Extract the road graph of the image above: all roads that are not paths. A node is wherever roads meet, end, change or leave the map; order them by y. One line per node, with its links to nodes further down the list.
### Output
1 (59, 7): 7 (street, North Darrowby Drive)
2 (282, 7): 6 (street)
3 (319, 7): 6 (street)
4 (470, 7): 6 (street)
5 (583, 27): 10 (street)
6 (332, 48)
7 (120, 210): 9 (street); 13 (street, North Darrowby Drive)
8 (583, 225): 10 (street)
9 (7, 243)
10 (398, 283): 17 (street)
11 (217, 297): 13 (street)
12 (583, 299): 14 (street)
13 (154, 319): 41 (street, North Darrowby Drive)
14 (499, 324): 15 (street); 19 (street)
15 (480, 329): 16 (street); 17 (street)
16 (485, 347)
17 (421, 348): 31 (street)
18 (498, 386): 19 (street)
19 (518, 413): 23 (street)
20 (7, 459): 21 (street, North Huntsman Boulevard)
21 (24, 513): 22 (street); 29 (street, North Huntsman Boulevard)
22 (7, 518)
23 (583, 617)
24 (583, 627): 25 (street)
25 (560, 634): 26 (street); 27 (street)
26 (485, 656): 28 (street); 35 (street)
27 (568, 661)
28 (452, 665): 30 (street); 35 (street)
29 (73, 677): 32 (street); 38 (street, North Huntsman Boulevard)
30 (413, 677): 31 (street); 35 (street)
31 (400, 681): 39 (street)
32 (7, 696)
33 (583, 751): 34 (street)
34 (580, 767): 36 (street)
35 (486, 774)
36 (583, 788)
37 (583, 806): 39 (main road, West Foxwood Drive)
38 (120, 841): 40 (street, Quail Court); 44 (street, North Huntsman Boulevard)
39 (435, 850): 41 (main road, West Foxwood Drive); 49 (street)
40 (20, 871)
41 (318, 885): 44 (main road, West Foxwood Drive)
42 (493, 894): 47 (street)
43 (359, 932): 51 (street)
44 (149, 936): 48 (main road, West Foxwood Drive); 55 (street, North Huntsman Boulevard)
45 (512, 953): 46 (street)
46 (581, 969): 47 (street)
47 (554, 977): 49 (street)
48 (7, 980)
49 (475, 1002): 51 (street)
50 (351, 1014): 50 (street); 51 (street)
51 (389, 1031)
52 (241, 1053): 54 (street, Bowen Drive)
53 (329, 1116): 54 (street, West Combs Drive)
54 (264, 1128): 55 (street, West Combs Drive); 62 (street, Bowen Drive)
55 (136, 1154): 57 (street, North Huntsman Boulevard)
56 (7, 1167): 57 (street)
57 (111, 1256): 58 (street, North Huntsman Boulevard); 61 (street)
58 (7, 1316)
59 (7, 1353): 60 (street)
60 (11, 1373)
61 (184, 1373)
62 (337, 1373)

▶ _What is expected_:
Lines holding the word "Bowen" are the answer; copy every one from the records above.

▶ _Solution_:
52 (241, 1053): 54 (street, Bowen Drive)
54 (264, 1128): 55 (street, West Combs Drive); 62 (street, Bowen Drive)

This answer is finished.